Fred got into his motorboat and motored for 12.5 km at a bearing of 30 degrees north of east. He then abruptly made a 150 degree right turn and motored for another 13.5 km to his destination. How far was his destination from his beginning point?
My teacher is horrible at teaching and this has got something to do with vectors, but I don't know what vectors are.
To solve this problem, we can use vector addition to determine the distance between Fred's starting point and his destination. Vectors represent both direction and magnitude of a physical quantity, such as displacement or force, and can be represented using arrows.
First, let's break down Fred's movement into two separate vectors:
1. Fred moves 12.5 km at a bearing of 30 degrees north of east. This can be represented as a vector of 12.5 km at a 30-degree angle to the positive x-axis (east). We'll call this vector A.
2. After the abrupt right turn, Fred continues for 13.5 km. Since he turned 150 degrees to the right, his final bearing will be 30 degrees + 150 degrees = 180 degrees, pointing due west.

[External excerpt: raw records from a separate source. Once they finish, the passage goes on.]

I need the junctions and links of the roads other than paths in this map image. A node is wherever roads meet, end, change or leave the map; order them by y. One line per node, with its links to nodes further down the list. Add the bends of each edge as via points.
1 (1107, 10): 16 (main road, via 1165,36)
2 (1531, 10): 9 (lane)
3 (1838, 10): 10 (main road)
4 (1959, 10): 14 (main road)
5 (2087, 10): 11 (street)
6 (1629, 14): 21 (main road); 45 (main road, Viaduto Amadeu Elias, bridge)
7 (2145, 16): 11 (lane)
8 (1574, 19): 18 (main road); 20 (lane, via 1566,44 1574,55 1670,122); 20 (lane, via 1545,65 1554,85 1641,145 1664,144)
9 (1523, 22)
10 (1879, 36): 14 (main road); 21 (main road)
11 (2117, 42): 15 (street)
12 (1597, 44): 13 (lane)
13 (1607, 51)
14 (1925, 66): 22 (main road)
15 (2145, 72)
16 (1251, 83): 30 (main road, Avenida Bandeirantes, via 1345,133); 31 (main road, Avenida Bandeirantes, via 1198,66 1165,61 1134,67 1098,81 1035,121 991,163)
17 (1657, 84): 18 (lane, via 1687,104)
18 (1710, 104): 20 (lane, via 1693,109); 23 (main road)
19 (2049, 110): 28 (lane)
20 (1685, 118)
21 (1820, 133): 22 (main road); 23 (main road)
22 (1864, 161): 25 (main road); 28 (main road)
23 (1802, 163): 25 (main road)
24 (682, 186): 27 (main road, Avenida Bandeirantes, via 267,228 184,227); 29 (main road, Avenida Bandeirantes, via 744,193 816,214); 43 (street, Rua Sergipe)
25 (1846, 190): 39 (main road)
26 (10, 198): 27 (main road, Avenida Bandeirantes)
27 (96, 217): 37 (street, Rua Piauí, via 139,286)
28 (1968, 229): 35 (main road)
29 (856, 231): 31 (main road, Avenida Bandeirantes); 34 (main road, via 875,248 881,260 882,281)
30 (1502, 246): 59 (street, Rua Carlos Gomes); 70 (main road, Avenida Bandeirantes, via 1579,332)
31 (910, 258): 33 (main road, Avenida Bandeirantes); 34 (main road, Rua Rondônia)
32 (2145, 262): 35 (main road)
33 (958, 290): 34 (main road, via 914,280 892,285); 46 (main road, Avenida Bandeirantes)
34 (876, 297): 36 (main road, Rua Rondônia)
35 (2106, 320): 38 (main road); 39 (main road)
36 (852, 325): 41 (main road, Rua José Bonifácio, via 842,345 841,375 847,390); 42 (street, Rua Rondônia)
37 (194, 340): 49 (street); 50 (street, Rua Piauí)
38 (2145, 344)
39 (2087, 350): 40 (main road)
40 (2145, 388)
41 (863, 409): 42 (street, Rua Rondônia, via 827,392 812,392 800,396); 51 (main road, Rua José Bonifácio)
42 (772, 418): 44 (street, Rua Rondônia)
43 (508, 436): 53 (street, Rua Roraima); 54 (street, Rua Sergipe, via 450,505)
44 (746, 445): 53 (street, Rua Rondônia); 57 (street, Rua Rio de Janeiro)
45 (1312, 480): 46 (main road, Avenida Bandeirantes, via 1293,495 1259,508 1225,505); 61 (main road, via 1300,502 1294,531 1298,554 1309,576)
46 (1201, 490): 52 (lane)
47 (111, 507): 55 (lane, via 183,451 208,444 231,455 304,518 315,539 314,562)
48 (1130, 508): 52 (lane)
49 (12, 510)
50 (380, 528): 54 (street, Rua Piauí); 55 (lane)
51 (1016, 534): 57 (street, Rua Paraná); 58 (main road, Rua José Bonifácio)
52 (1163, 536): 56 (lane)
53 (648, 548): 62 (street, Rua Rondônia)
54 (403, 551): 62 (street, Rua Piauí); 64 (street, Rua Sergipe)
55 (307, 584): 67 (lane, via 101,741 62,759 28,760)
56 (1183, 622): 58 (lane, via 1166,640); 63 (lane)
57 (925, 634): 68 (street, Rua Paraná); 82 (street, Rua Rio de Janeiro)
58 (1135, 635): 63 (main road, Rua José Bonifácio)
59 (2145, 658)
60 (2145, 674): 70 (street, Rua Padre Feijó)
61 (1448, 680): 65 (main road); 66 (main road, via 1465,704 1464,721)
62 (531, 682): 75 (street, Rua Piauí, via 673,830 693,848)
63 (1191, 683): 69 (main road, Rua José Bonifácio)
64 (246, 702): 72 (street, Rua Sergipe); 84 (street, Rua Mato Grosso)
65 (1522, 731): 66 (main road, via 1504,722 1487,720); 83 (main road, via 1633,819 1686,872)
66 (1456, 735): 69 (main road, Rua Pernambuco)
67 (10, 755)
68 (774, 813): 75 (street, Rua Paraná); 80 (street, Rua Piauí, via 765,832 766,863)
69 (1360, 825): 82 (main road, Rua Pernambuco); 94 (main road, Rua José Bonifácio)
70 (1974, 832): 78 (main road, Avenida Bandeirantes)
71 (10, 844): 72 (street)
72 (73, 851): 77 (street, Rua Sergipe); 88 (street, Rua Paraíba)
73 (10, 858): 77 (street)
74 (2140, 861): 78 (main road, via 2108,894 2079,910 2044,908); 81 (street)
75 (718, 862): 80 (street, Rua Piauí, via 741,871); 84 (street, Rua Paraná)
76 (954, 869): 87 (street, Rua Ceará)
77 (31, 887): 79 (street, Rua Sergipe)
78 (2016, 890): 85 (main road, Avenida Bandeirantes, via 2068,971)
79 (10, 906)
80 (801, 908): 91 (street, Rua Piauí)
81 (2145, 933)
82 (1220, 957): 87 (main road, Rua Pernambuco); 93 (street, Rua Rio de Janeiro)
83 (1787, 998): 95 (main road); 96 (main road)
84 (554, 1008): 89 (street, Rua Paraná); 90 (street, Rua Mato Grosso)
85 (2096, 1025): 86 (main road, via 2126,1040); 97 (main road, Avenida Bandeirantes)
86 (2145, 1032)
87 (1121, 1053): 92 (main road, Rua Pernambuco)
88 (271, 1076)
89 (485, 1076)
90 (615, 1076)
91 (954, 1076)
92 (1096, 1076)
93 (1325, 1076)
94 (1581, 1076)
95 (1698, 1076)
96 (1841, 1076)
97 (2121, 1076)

This can be represented as a vector of 13.5 km at a 180-degree angle to the positive x-axis (west). We'll call this vector B.

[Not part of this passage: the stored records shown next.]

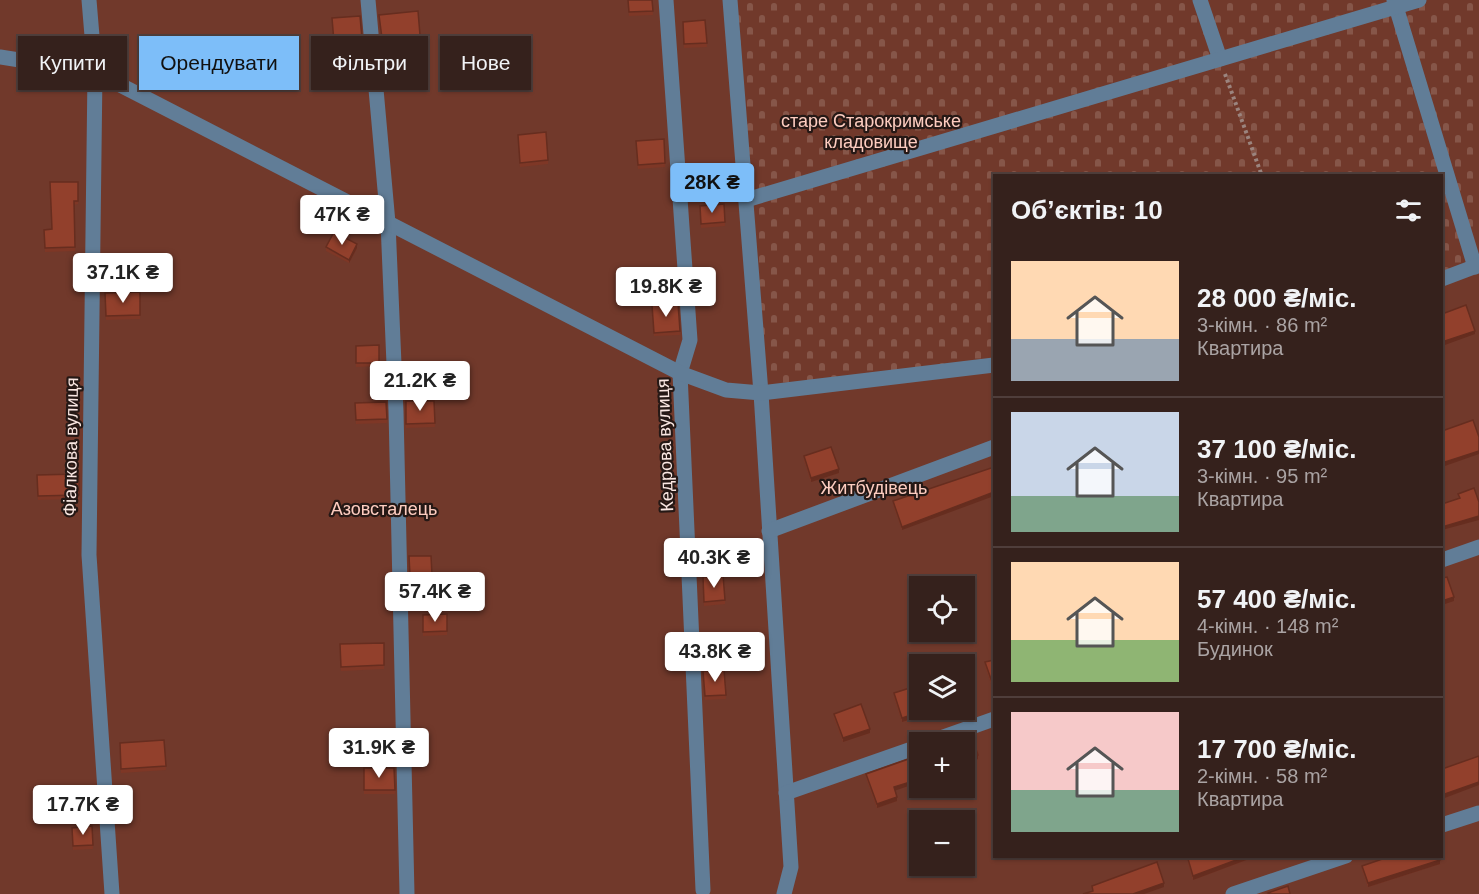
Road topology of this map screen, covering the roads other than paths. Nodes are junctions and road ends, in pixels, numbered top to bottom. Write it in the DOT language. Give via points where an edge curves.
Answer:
graph roads {
  1 [pos="89,0"];
  2 [pos="368,0"];
  3 [pos="666,0"];
  4 [pos="730,0"];
  5 [pos="1200,0"];
  6 [pos="1419,0"];
  7 [pos="1395,3"];
  8 [pos="92,36"];
  9 [pos="0,57"];
  10 [pos="1220,59"];
  11 [pos="18,60"];
  12 [pos="127,88"];
  13 [pos="95,90"];
  14 [pos="746,200"];
  15 [pos="388,223"];
  16 [pos="1477,266"];
  17 [pos="1443,279"];
  18 [pos="993,365"];
  19 [pos="680,373"];
  20 [pos="761,393"];
  21 [pos="993,447"];
  22 [pos="770,531"];
  23 [pos="1479,547"];
  24 [pos="1443,560"];
  25 [pos="993,719"];
  26 [pos="957,732"];
  27 [pos="909,750"];
  28 [pos="786,794"];
  29 [pos="1479,813"];
  30 [pos="1443,825"];
  31 [pos="1340,858"];
  32 [pos="703,890"];
  33 [pos="112,894"];
  34 [pos="407,894"];
  35 [pos="784,894"];
  36 [pos="1233,894"];
  1 -- 8 [label="street, Фіалкова вулиця"];
  2 -- 15 [label="street"];
  3 -- 19 [label="street, Кедрова вулиця" via="690,340"];
  4 -- 14 [label="street"];
  5 -- 10 [label="street"];
  6 -- 7 [label="street"];
  7 -- 10 [label="street"];
  7 -- 16 [label="street"];
  9 -- 11 [label="street"];
  10 -- 14 [label="street"];
  12 -- 15 [label="street"];
  13 -- 33 [label="street, Фіалкова вулиця" via="89,555"];
  14 -- 20 [label="street"];
  15 -- 19 [label="street"];
  15 -- 34 [label="street"];
  16 -- 17 [label="street"];
  18 -- 20 [label="street"];
  19 -- 20 [label="street" via="726,390"];
  19 -- 32 [label="street, Кедрова вулиця"];
  20 -- 22 [label="street"];
  21 -- 22 [label="street"];
  22 -- 28 [label="street"];
  23 -- 24 [label="street"];
  25 -- 26 [label="street"];
  27 -- 28 [label="street"];
  28 -- 35 [label="street" via="790,867"];
  29 -- 30 [label="street"];
  31 -- 36 [label="street"];
}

Now, we can find the resultant vector by adding vectors A and B together. To do this, we'll separate them into their components, both in the x-direction (east-west) and the y-direction (north-south).
Vector A:
Magnitude: 12.5 km
Angle: 30 degrees north of east
Components:
Ax = 12.5 km * cos(30°)
Ay = 12.5 km * sin(30°)
Vector B:
Magnitude: 13.5 km
Angle: 180 degrees (due west)
Components:
Bx = 13.5 km * cos(180°)
By = 13.5 km * sin(180°)
Now let's calculate the components:
Ax = 12.5 km * cos(30°) = 12.5 km * √3/2 ≈ 10.825 km
Ay = 12.5 km * sin(30°) = 12.5 km * 1/2 = 6.25 km
Bx = 13.5 km * cos(180°) = -13.5 km
By = 13.5 km * sin(180°) = 0 km
To find the resultant vector, we can add the x-components together and the y-components together:
Rx = Ax + Bx
Ry = Ay + By
Rx = 10.825 km + (-13.5 km) ≈ -2.675 km
Ry = 6.25 km + 0 km = 6.25 km
Now, we can use the Pythagorean theorem to find the magnitude (distance) of the resultant vector:
R = √(Rx^2 + Ry^2)
R = √((-2.675 km)^2 + (6.25 km)^2)
R ≈ √(7.172 km^2 + 39.0625 km^2)
R ≈ √(46.234 km^2)
R ≈ 6.8 km
Therefore, Fred's destination is approximately 6.8 km from his starting point.